Work to complete: Check every line of the listing below for the word "Lluis" and give the number of lines where it appears, with nothing added.

▬▬▬

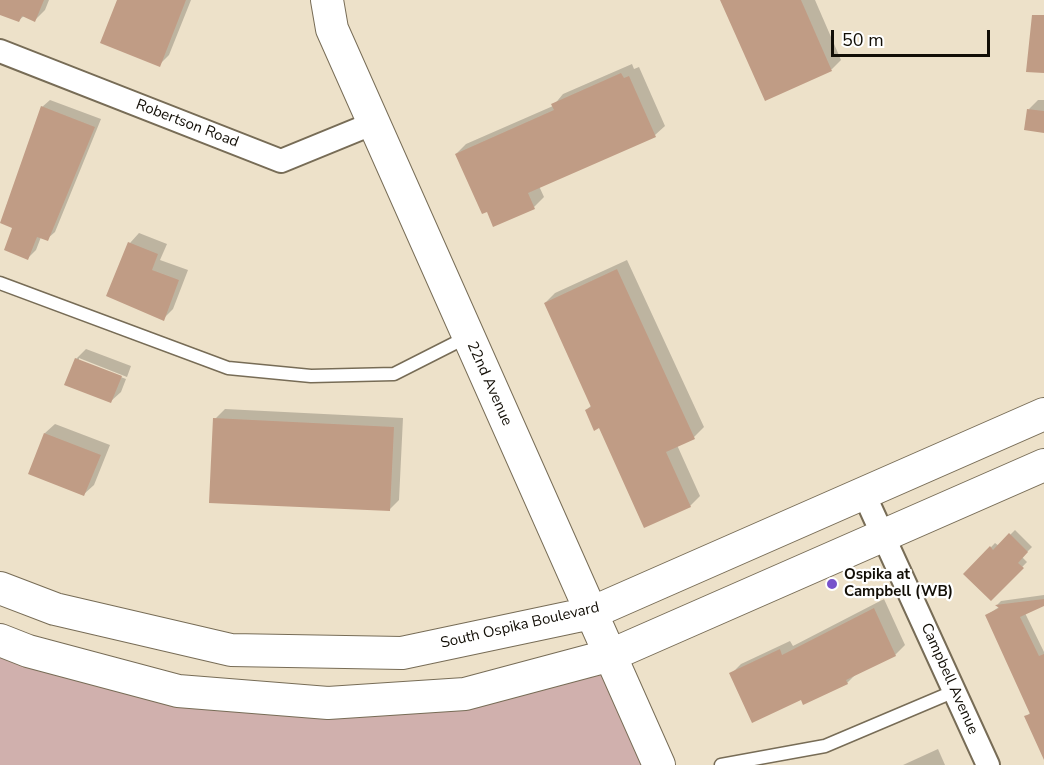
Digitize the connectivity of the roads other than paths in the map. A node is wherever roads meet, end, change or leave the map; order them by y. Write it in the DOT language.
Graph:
graph roads {
  1 [pos="327,0"];
  2 [pos="0,51"];
  3 [pos="374,123"];
  4 [pos="0,283"];
  5 [pos="468,336"];
  6 [pos="1044,414"];
  7 [pos="1044,465"];
  8 [pos="864,494"];
  9 [pos="885,536"];
  10 [pos="0,588"];
  11 [pos="591,613"];
  12 [pos="0,640"];
  13 [pos="611,656"];
  14 [pos="954,692"];
  15 [pos="659,765"];
  16 [pos="721,765"];
  17 [pos="988,765"];
  1 -- 3 [label="main road, 22nd Avenue"];
  2 -- 3 [label="street, Robertson Road"];
  3 -- 5 [label="main road, 22nd Avenue"];
  4 -- 5 [label="lane"];
  5 -- 11 [label="main road, 22nd Avenue"];
  6 -- 8 [label="main road, South Ospika Boulevard"];
  7 -- 9 [label="main road"];
  8 -- 9 [label="street, Campbell Avenue"];
  8 -- 11 [label="main road, South Ospika Boulevard"];
  9 -- 13 [label="main road"];
  9 -- 14 [label="street, Campbell Avenue"];
  10 -- 11 [label="main road, South Ospika Boulevard"];
  11 -- 13 [label="main road, 22nd Avenue"];
  12 -- 13 [label="main road"];
  13 -- 15 [label="main road, 22nd Avenue"];
  14 -- 16 [label="lane"];
  14 -- 17 [label="street, Campbell Avenue"];
}
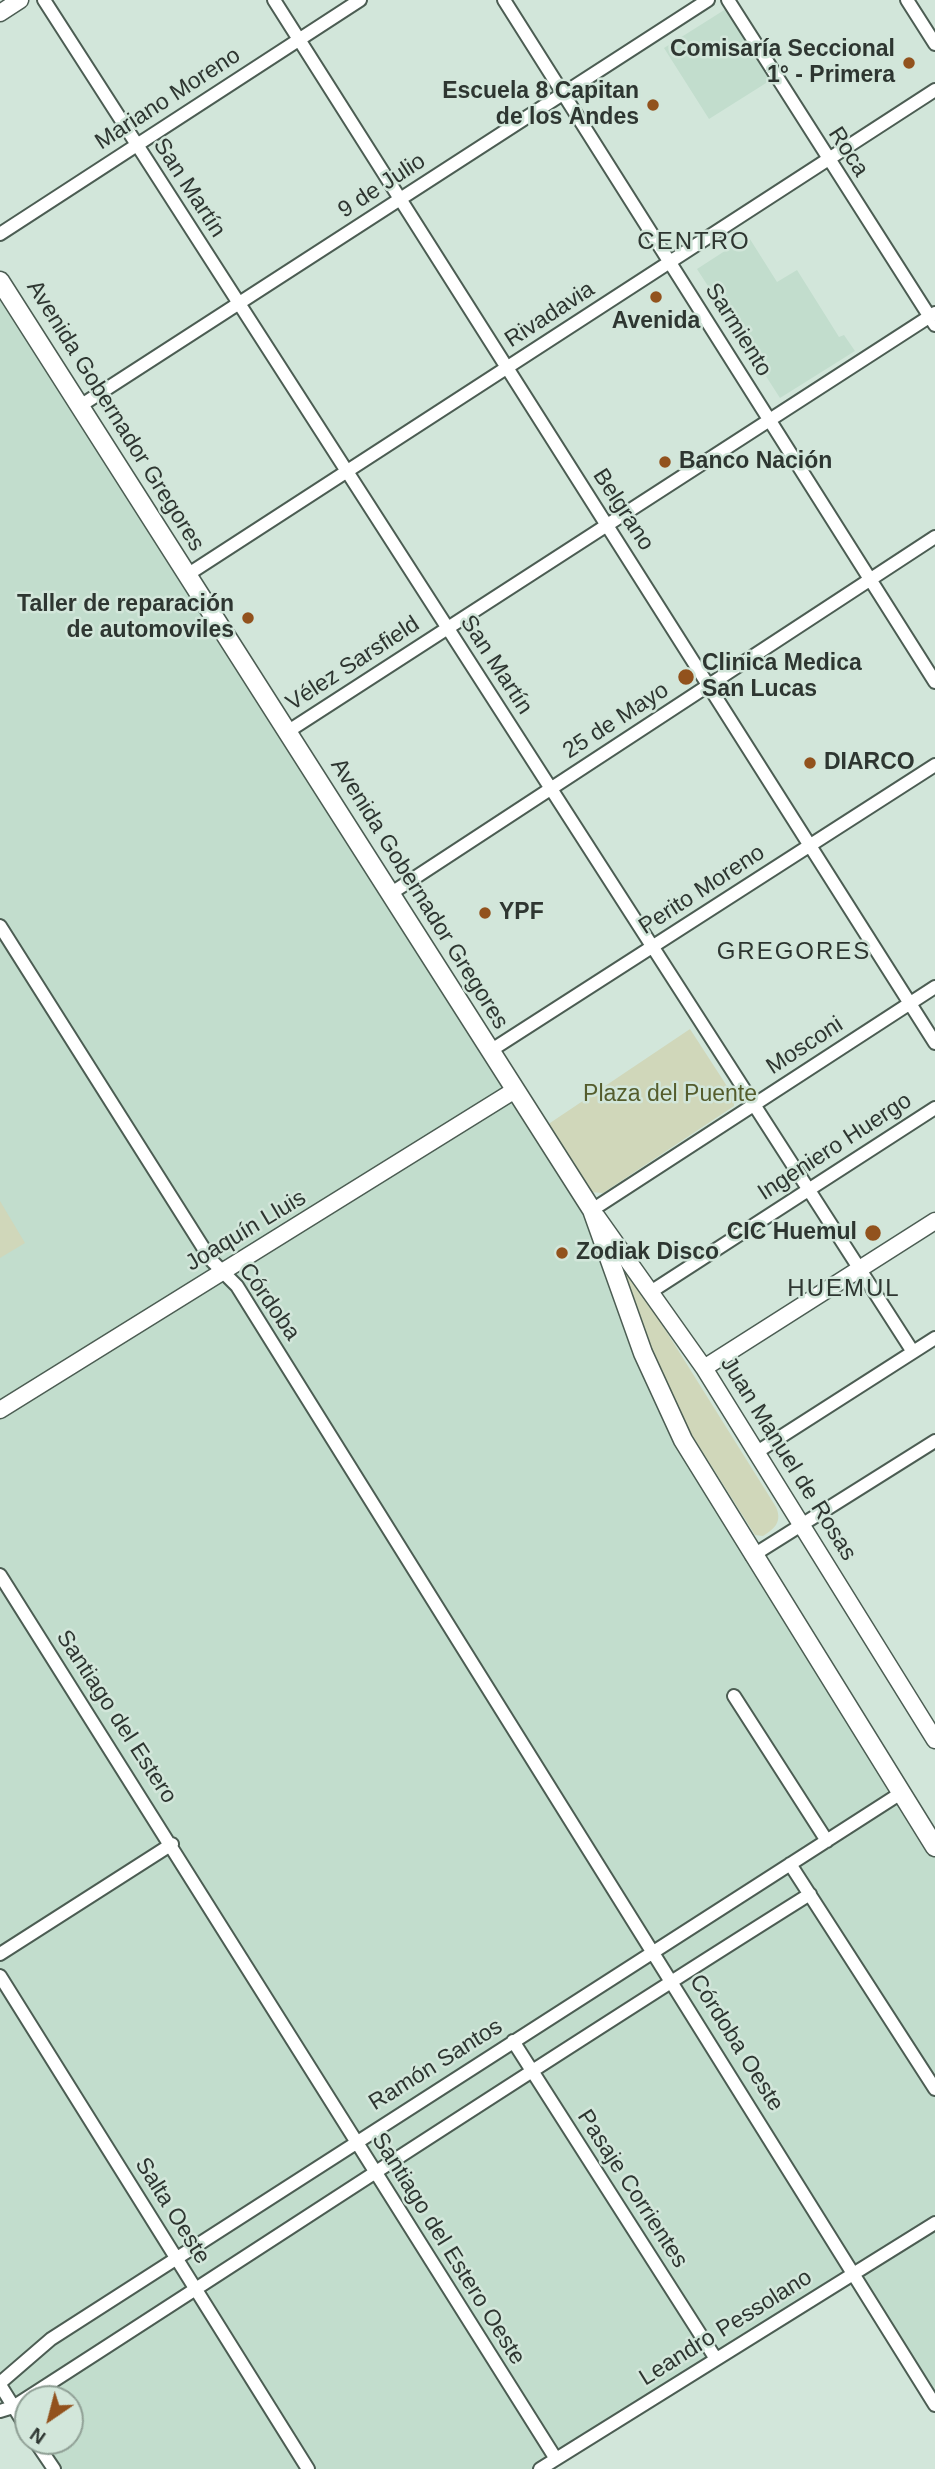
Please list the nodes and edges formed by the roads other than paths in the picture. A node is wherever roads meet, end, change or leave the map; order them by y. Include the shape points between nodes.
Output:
1 (20, 0) edge
2 (44, 0) edge
3 (274, 0) edge
4 (359, 0) edge
5 (504, 0) edge
6 (708, 0) edge
7 (728, 0) edge
8 (907, 0) edge
9 (0, 13) edge
10 (299, 39) junction
11 (935, 44) edge
12 (935, 90) edge
13 (564, 93) junction
14 (137, 145) junction
15 (828, 159) junction
16 (401, 199) junction
17 (0, 234) edge
18 (670, 262) junction
19 (0, 281) edge
20 (239, 303) junction
21 (933, 318) edge
22 (508, 367) junction
23 (80, 406) junction
24 (769, 418) junction
25 (347, 471) junction
26 (607, 524) junction
27 (935, 537) edge
28 (187, 575) junction
29 (870, 579) junction
30 (448, 628) junction
31 (933, 674) edge
32 (710, 684) junction
33 (287, 732) junction
34 (935, 765) edge
35 (551, 789) junction
36 (812, 845) junction
37 (390, 894) junction
38 (0, 926) edge
39 (653, 947) junction
40 (935, 987) edge
41 (910, 1004) junction
42 (935, 1043) edge
43 (490, 1051) junction
44 (515, 1090) junction
45 (754, 1104) junction
46 (935, 1108) edge
47 (808, 1189) junction
48 (592, 1210) junction
49 (935, 1221) edge
50 (860, 1270) junction
51 (223, 1271) junction
52 (652, 1291) junction
53 (935, 1338) edge
54 (913, 1352) junction
55 (705, 1368) junction
56 (0, 1410) edge
57 (935, 1441) edge
58 (757, 1452) junction
59 (803, 1524) junction
60 (752, 1556) junction
61 (0, 1574) edge
62 (734, 1696) dead end
63 (500, 1705) joint
64 (935, 1740) edge
65 (901, 1793) junction
66 (827, 1841) junction
67 (172, 1844) junction
68 (935, 1847) edge
69 (790, 1864) junction
70 (196, 1882) joint
71 (810, 1894) junction
72 (655, 1952) junction
73 (0, 1954) edge
74 (0, 1976) edge
75 (673, 1980) junction
76 (513, 2041) junction
77 (531, 2069) junction
78 (935, 2089) edge
79 (354, 2141) junction
80 (375, 2174) junction
81 (935, 2223) edge
82 (177, 2259) junction
83 (854, 2273) junction
84 (196, 2289) junction
85 (716, 2359) junction
86 (0, 2384) edge
87 (935, 2405) edge
88 (13, 2407) junction
89 (0, 2411) edge
90 (556, 2459) junction
91 (308, 2469) edge
92 (540, 2469) edge

1 - 9 street
2 - 14 street, San Martín
3 - 10 street, Belgrano
4 - 10 street, Mariano Moreno
5 - 13 street, Sarmiento
6 - 13 street, 9 de Julio
7 - 15 street, Roca
8 - 11 street
10 - 14 street, Mariano Moreno
10 - 16 street, Belgrano
12 - 15 street, Rivadavia
13 - 16 street, 9 de Julio
13 - 18 street, Sarmiento
14 - 17 street, Mariano Moreno
14 - 20 street, San Martín
15 - 18 street, Rivadavia
15 - 21 street, Roca
16 - 20 street, 9 de Julio
16 - 22 street, Belgrano
18 - 22 street, Rivadavia
18 - 24 street, Sarmiento
19 - 23 main road, Avenida Gobernador Gregores
20 - 23 street, 9 de Julio
20 - 25 street, San Martín
21 - 24 street, Vélez Sarsfield
22 - 25 street, Rivadavia
22 - 26 street, Belgrano
23 - 28 main road, Avenida Gobernador Gregores
24 - 26 street, Vélez Sarsfield
24 - 29 street, Sarmiento
25 - 28 street, Rivadavia
25 - 30 street, San Martín
26 - 30 street, Vélez Sarsfield
26 - 32 street, Belgrano
27 - 29 street, 25 de Mayo
28 - 33 main road, Avenida Gobernador Gregores
29 - 31 street, Sarmiento
29 - 32 street, 25 de Mayo
30 - 33 street, Vélez Sarsfield
30 - 35 street, San Martín
32 - 35 street, 25 de Mayo
32 - 36 street, Belgrano
33 - 37 main road, Avenida Gobernador Gregores
34 - 36 street, Perito Moreno
35 - 37 street, 25 de Mayo
35 - 39 street, San Martín
36 - 39 street, Perito Moreno
36 - 41 street, Belgrano
37 - 43 main road, Avenida Gobernador Gregores
38 - 51 street, Córdoba via 211,1260
39 - 43 street, Perito Moreno
39 - 45 street, San Martín
40 - 41 street, Mosconi
41 - 42 street, Belgrano
41 - 45 street, Mosconi
43 - 44 main road, Avenida Gobernador Gregores
44 - 48 main road, Avenida Gobernador Gregores
44 - 51 street, Joaquín Lluis
45 - 47 street, San Martín
45 - 48 street, Mosconi
46 - 47 street, Ingeniero Huergo
47 - 50 street, San Martín
47 - 52 street, Ingeniero Huergo
48 - 52 street, Juan Manuel de Rosas
48 - 60 main road, Avenida Gobernador Gregores via 657,1386 683,1440
49 - 50 street
50 - 54 street, San Martín
50 - 55 street
51 - 56 street, Joaquín Lluis
51 - 63 street, Córdoba via 237,1286
52 - 55 street, Juan Manuel de Rosas
53 - 54 street
54 - 58 street
55 - 58 street, Juan Manuel de Rosas
57 - 59 street
58 - 59 street, Juan Manuel de Rosas
59 - 60 street
59 - 64 street, Juan Manuel de Rosas
60 - 65 main road, Avenida Gobernador Gregores
61 - 67 street, Santiago del Estero
62 - 66 street
63 - 72 street, Córdoba Oeste
65 - 66 street, Ramón Santos
65 - 68 main road, Avenida Gobernador Gregores
66 - 69 street, Ramón Santos
67 - 70 street, Santiago del Estero
67 - 73 street
69 - 71 street
69 - 72 street, Ramón Santos
70 - 79 street, Santiago del Estero Oeste
71 - 75 street
71 - 78 street
72 - 75 street, Córdoba Oeste
72 - 76 street, Ramón Santos
74 - 82 street, Salta Oeste
75 - 77 street
75 - 83 street, Córdoba Oeste
76 - 77 street, Pasaje Corrientes
76 - 79 street, Ramón Santos
77 - 80 street
77 - 85 street, Pasaje Corrientes
79 - 80 street, Santiago del Estero Oeste
79 - 82 street, Ramón Santos
80 - 84 street
80 - 90 street, Santiago del Estero Oeste
81 - 83 street, Leandro Pessolano
82 - 84 street, Salta Oeste
82 - 86 street, Ramón Santos via 51,2339
83 - 85 street, Leandro Pessolano
83 - 87 street, Córdoba Oeste
84 - 88 street
84 - 91 street, Salta Oeste
85 - 90 street, Leandro Pessolano
86 - 88 street
88 - 89 street
90 - 92 street, Leandro Pessolano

▬▬▬

Task solution: 2